Je rejoins Kobe sur l’ensemble du propos et je voudrais revenir plus particulièrement sur une réflexion qu’on devrait avoir plus souvent sur les joueurs eux-mêmes.
Au-delà du débat “Vu ce qu’ils gagnent, ils ont un devoir d’exemplarité auprès des enfants, etc…”, finalement à partir de quand on a considéré qu’un joueur de foot devait accepter sans broncher le fait de se faire insulter H24, d’être fustigé par la presse et de n’être qu’une marchandise qui sert de monnaie d’échange pour les clubs. Je peux clairement pas blairer Evra, il y a aussi beaucoup de faits qui sont à retenir contre lui dans son attitude au club, il accepte très mal de ne jouer qu’en Europa Ligue et apparemment il y a eu des blessures diplomatiques pour l’éviter de jouer au Vélodrome dans les gros matchs. Dans ce cas précis, le club me semble irréprochable pour le préserver autant que possible des tensions.
Mais j’en reviens à ma question de départ, quel que soit le salaire qu’il touche, doit on ne rien pardonner au joueur de foot, doit on considérer que la pression est une constituante naturelle du métier ? Peut-on refuser d’accepter qu’un joueur ne soit pas imperméable à la pression et aux insultes, qu’il doit être bon sur le terrain en permanence en dépit de tout ça ? Parce qu’au final, penser ça, c’est réduire le foot à une donnée économique où l’humain doit s’effacer au profit de la performance, où il lui est interdit d’avoir des failles sous peine de mettre en péril les résultats du club, donc sa santé économique.

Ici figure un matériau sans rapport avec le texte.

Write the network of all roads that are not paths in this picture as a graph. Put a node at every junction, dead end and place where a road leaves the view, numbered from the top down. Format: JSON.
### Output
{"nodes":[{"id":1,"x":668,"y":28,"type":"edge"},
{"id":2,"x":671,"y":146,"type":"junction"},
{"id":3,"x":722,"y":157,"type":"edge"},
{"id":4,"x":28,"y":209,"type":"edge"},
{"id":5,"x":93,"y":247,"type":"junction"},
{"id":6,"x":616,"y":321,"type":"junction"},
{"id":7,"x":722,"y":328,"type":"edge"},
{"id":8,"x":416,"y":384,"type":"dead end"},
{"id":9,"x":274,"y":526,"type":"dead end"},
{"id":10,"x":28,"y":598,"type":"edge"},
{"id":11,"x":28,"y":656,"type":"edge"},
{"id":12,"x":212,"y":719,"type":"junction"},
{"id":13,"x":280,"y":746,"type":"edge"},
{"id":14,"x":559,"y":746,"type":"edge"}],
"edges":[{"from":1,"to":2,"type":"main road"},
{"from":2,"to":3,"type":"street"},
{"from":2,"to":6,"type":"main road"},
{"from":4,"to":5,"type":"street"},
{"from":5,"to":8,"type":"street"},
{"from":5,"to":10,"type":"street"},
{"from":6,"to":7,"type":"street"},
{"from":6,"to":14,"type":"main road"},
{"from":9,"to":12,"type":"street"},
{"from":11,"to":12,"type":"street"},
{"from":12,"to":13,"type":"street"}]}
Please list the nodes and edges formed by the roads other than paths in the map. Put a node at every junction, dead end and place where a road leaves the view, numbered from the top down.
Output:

On a tout à fait le droit d’être cynique de ce point de vue et considérer que c’est un métier à part, avec des exigences morales à part, parce que l’argent peut rendre confortable cette situation. Je suis vraiment déçu de voir jour après jour que même les supporters placent l’intérêt financier de leur club de coeur en pôle position de leurs priorités, parfois même avant le résultat sportif, l’attachement aux joueurs (il faut vendre machin avant que sa cote baisse sur le marché, il faut acheter bidule parce qu’on a la thune pour le recruter). Et dans tout ça, on oublie que le foot reste un sport, depuis bien trop d’années. Les supporters se font engrainer dans cette logique et ils en sont devenus les principaux légitimant, ce qui arrange très bien les patrons de clubs.

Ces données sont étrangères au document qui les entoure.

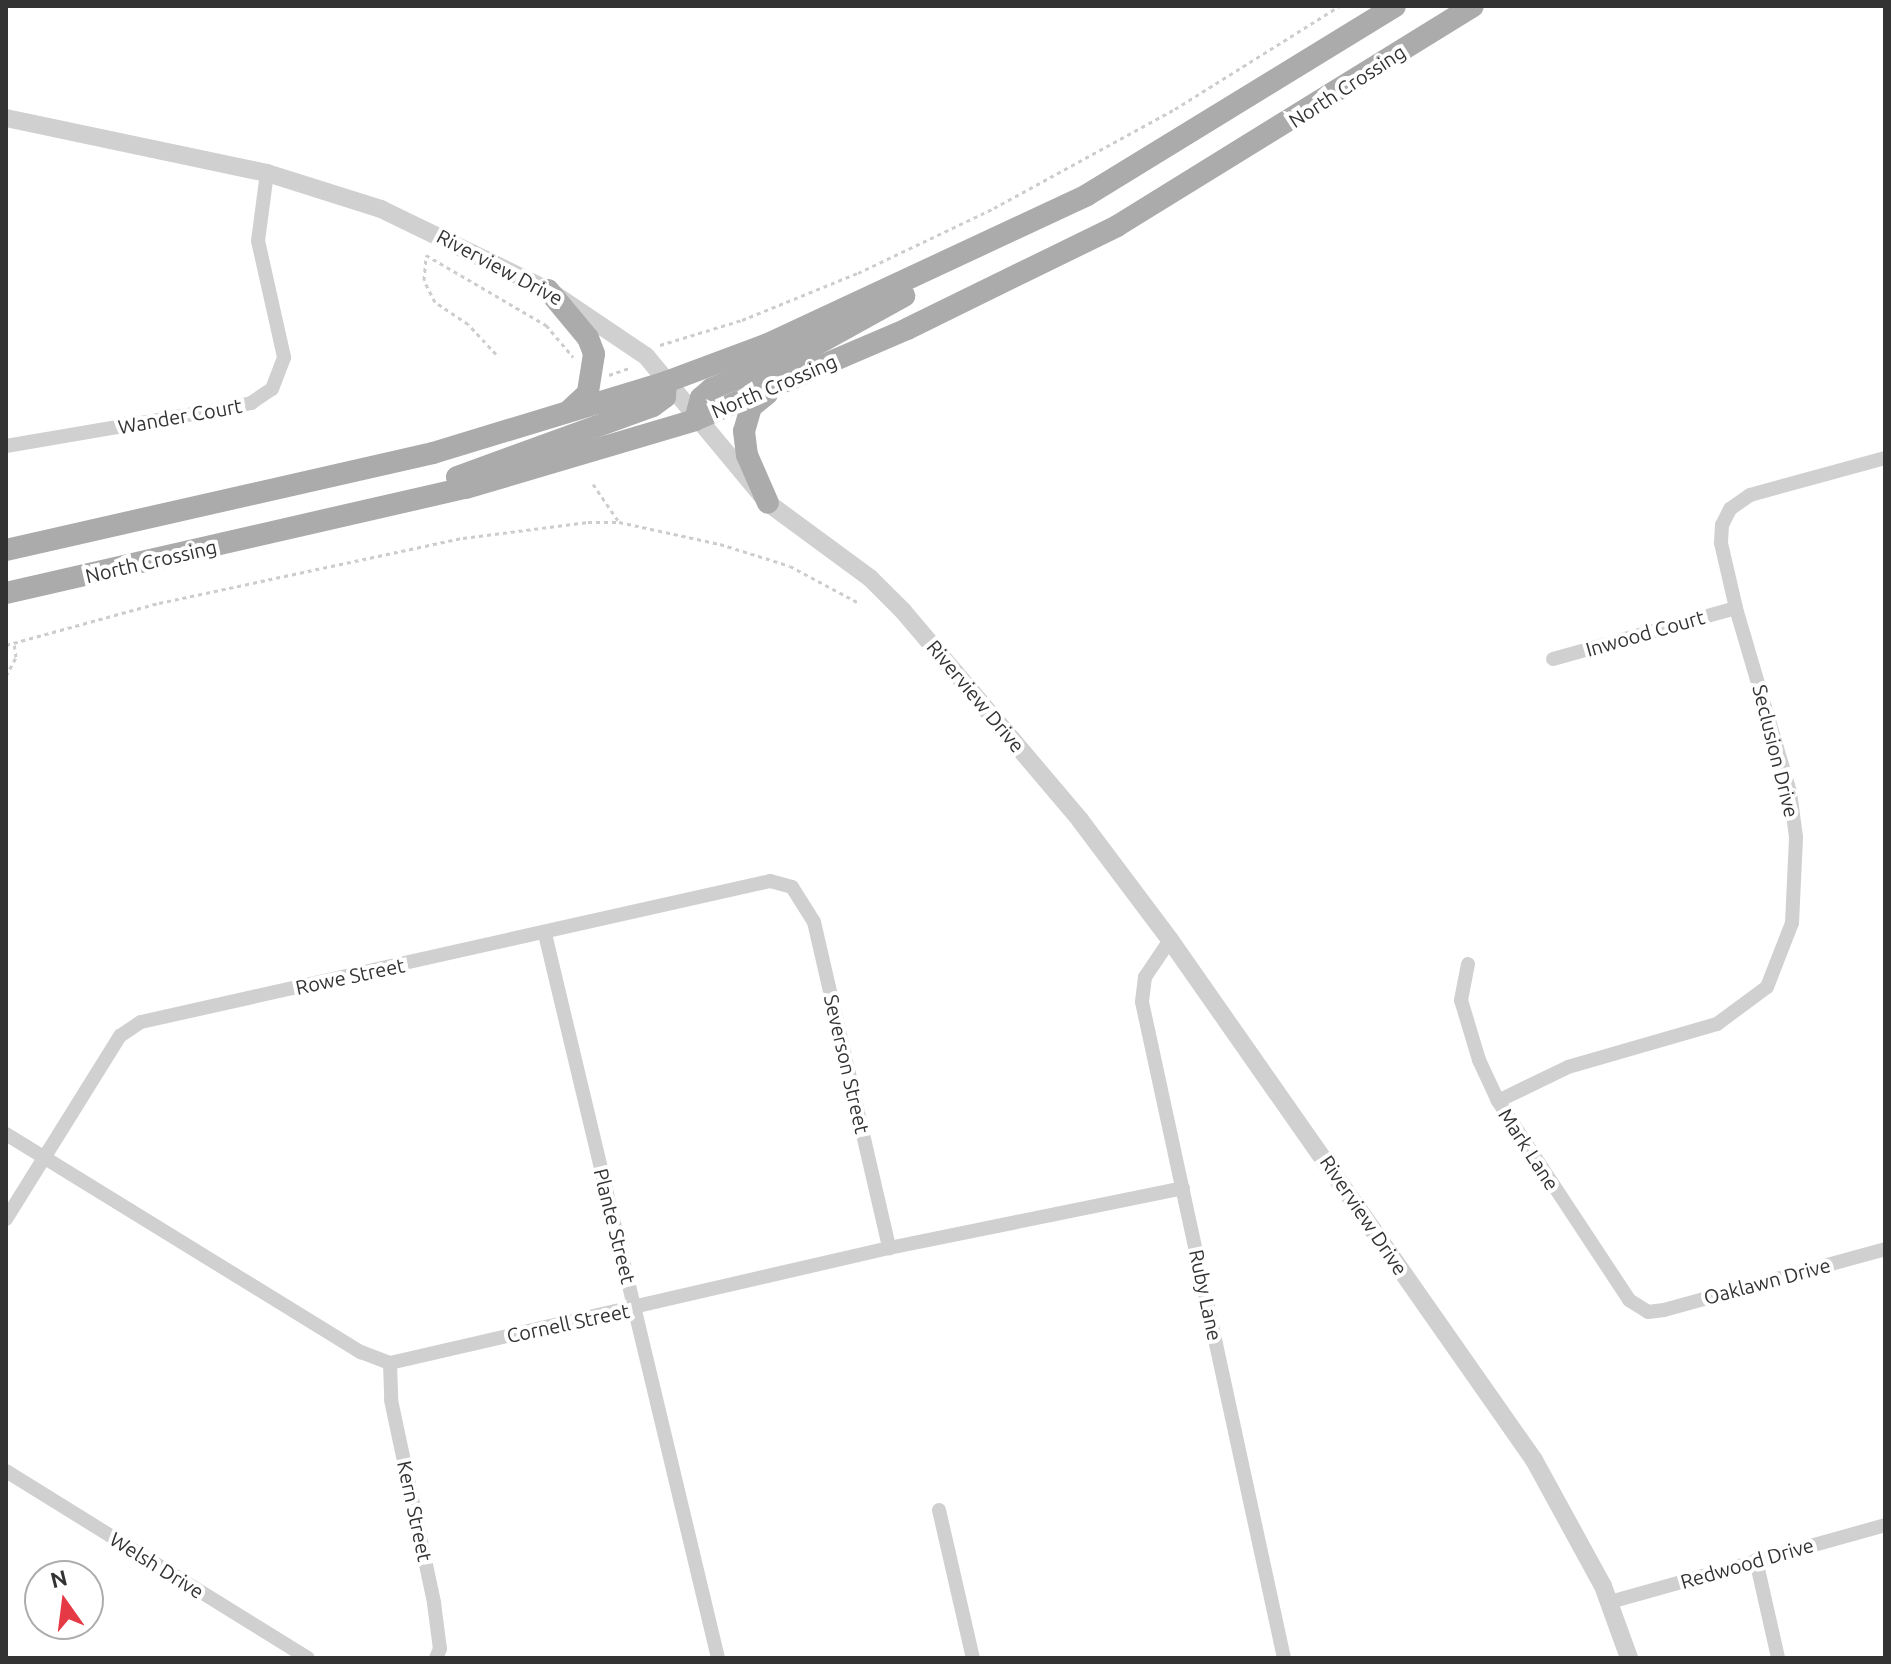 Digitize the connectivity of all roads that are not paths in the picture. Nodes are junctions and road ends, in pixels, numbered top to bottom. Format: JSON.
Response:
{"nodes":[{"id":1,"x":1395,"y":6,"type":"edge"},
{"id":2,"x":1461,"y":6,"type":"edge"},
{"id":3,"x":1473,"y":6,"type":"edge"},
{"id":4,"x":1417,"y":42,"type":"junction"},
{"id":5,"x":6,"y":118,"type":"edge"},
{"id":6,"x":267,"y":173,"type":"junction"},
{"id":7,"x":982,"y":248,"type":"junction"},
{"id":8,"x":548,"y":290,"type":"junction"},
{"id":9,"x":793,"y":378,"type":"junction"},
{"id":10,"x":666,"y":382,"type":"junction"},
{"id":11,"x":559,"y":416,"type":"junction"},
{"id":12,"x":695,"y":420,"type":"junction"},
{"id":13,"x":6,"y":446,"type":"edge"},
{"id":14,"x":1885,"y":458,"type":"edge"},
{"id":15,"x":768,"y":503,"type":"junction"},
{"id":16,"x":352,"y":516,"type":"junction"},
{"id":17,"x":6,"y":550,"type":"edge"},
{"id":18,"x":6,"y":593,"type":"edge"},
{"id":19,"x":1736,"y":608,"type":"junction"},
{"id":20,"x":1553,"y":659,"type":"dead end"},
{"id":21,"x":792,"y":887,"type":"joint"},
{"id":22,"x":545,"y":934,"type":"junction"},
{"id":23,"x":1170,"y":940,"type":"junction"},
{"id":24,"x":1468,"y":964,"type":"dead end"},
{"id":25,"x":1498,"y":1101,"type":"junction"},
{"id":26,"x":6,"y":1134,"type":"edge"},
{"id":27,"x":43,"y":1157,"type":"junction"},
{"id":28,"x":1183,"y":1188,"type":"junction"},
{"id":29,"x":6,"y":1219,"type":"edge"},
{"id":30,"x":889,"y":1248,"type":"junction"},
{"id":31,"x":1885,"y":1249,"type":"edge"},
{"id":32,"x":635,"y":1309,"type":"junction"},
{"id":33,"x":1648,"y":1312,"type":"joint"},
{"id":34,"x":390,"y":1363,"type":"junction"},
{"id":35,"x":6,"y":1471,"type":"edge"},
{"id":36,"x":939,"y":1510,"type":"dead end"},
{"id":37,"x":1885,"y":1525,"type":"edge"},
{"id":38,"x":1756,"y":1560,"type":"junction"},
{"id":39,"x":1610,"y":1602,"type":"junction"},
{"id":40,"x":308,"y":1658,"type":"edge"},
{"id":41,"x":436,"y":1658,"type":"edge"},
{"id":42,"x":718,"y":1658,"type":"edge"},
{"id":43,"x":973,"y":1658,"type":"edge"},
{"id":44,"x":1284,"y":1658,"type":"edge"},
{"id":45,"x":1629,"y":1658,"type":"edge"},
{"id":46,"x":1778,"y":1658,"type":"edge"}],
"edges":[{"from":1,"to":7,"type":"main road","name":"North Crossing"},
{"from":2,"to":4,"type":"main road"},
{"from":3,"to":4,"type":"main road","name":"North Crossing"},
{"from":4,"to":9,"type":"main road","name":"North Crossing"},
{"from":5,"to":6,"type":"street","name":"Riverview Drive"},
{"from":6,"to":8,"type":"street","name":"Riverview Drive"},
{"from":6,"to":13,"type":"street","name":"Wander Court"},
{"from":7,"to":10,"type":"main road","name":"North Crossing"},
{"from":7,"to":12,"type":"main road"},
{"from":8,"to":10,"type":"street","name":"Riverview Drive"},
{"from":8,"to":11,"type":"main road"},
{"from":9,"to":12,"type":"main road","name":"North Crossing"},
{"from":9,"to":15,"type":"main road"},
{"from":10,"to":11,"type":"main road","name":"North Crossing"},
{"from":10,"to":12,"type":"street","name":"Riverview Drive"},
{"from":10,"to":16,"type":"main road"},
{"from":11,"to":17,"type":"main road","name":"North Crossing"},
{"from":12,"to":15,"type":"street","name":"Riverview Drive"},
{"from":12,"to":16,"type":"main road","name":"North Crossing"},
{"from":14,"to":19,"type":"street","name":"Seclusion Drive"},
{"from":15,"to":23,"type":"street","name":"Riverview Drive"},
{"from":16,"to":18,"type":"main road","name":"North Crossing"},
{"from":19,"to":20,"type":"street","name":"Inwood Court"},
{"from":19,"to":25,"type":"street","name":"Seclusion Drive"},
{"from":21,"to":22,"type":"street","name":"Rowe Street"},
{"from":21,"to":30,"type":"street","name":"Severson Street"},
{"from":22,"to":27,"type":"street","name":"Rowe Street"},
{"from":22,"to":32,"type":"street","name":"Plante Street"},
{"from":23,"to":28,"type":"street","name":"Ruby Lane"},
{"from":23,"to":39,"type":"street","name":"Riverview Drive"},
{"from":24,"to":25,"type":"street","name":"Mark Lane"},
{"from":25,"to":33,"type":"street","name":"Mark Lane"},
{"from":26,"to":27,"type":"street"},
{"from":27,"to":29,"type":"street","name":"Rowe Street"},
{"from":27,"to":34,"type":"street"},
{"from":28,"to":30,"type":"street","name":"Cornell Street"},
{"from":28,"to":44,"type":"street","name":"Ruby Lane"},
{"from":30,"to":32,"type":"street","name":"Cornell Street"},
{"from":31,"to":33,"type":"street","name":"Oaklawn Drive"},
{"from":32,"to":34,"type":"street","name":"Cornell Street"},
{"from":32,"to":42,"type":"street","name":"Plante Street"},
{"from":34,"to":41,"type":"street","name":"Kern Street"},
{"from":35,"to":40,"type":"street","name":"Welsh Drive"},
{"from":36,"to":43,"type":"street"},
{"from":37,"to":38,"type":"street","name":"Redwood Drive"},
{"from":38,"to":39,"type":"street","name":"Redwood Drive"},
{"from":38,"to":46,"type":"street"},
{"from":39,"to":45,"type":"street","name":"Riverview Drive"}]}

Pour approfondir le débat, je vous conseille vraiment le témoignage de Maxime Blanchard chez Romain Molina. Vous pourrez me dire que c’est à une échelle sportive moins grande, donc que le mal être y est d’autant plus légitime qu’il est alimenté par la précarité mais justement, posez-vous la question plus de 5 minutes : La hauteur du salaire et de l’échelle sportive justifient-ils à eux seuls que certains joueurs dussent être plus irréprochable et imperméable à la pression que d’autres, alors qu’on a affaire dans tous les cas à des êtres humains ? Demandez donc à Sebastian Deisler ou Robert Enke ce qu’ils en pensent.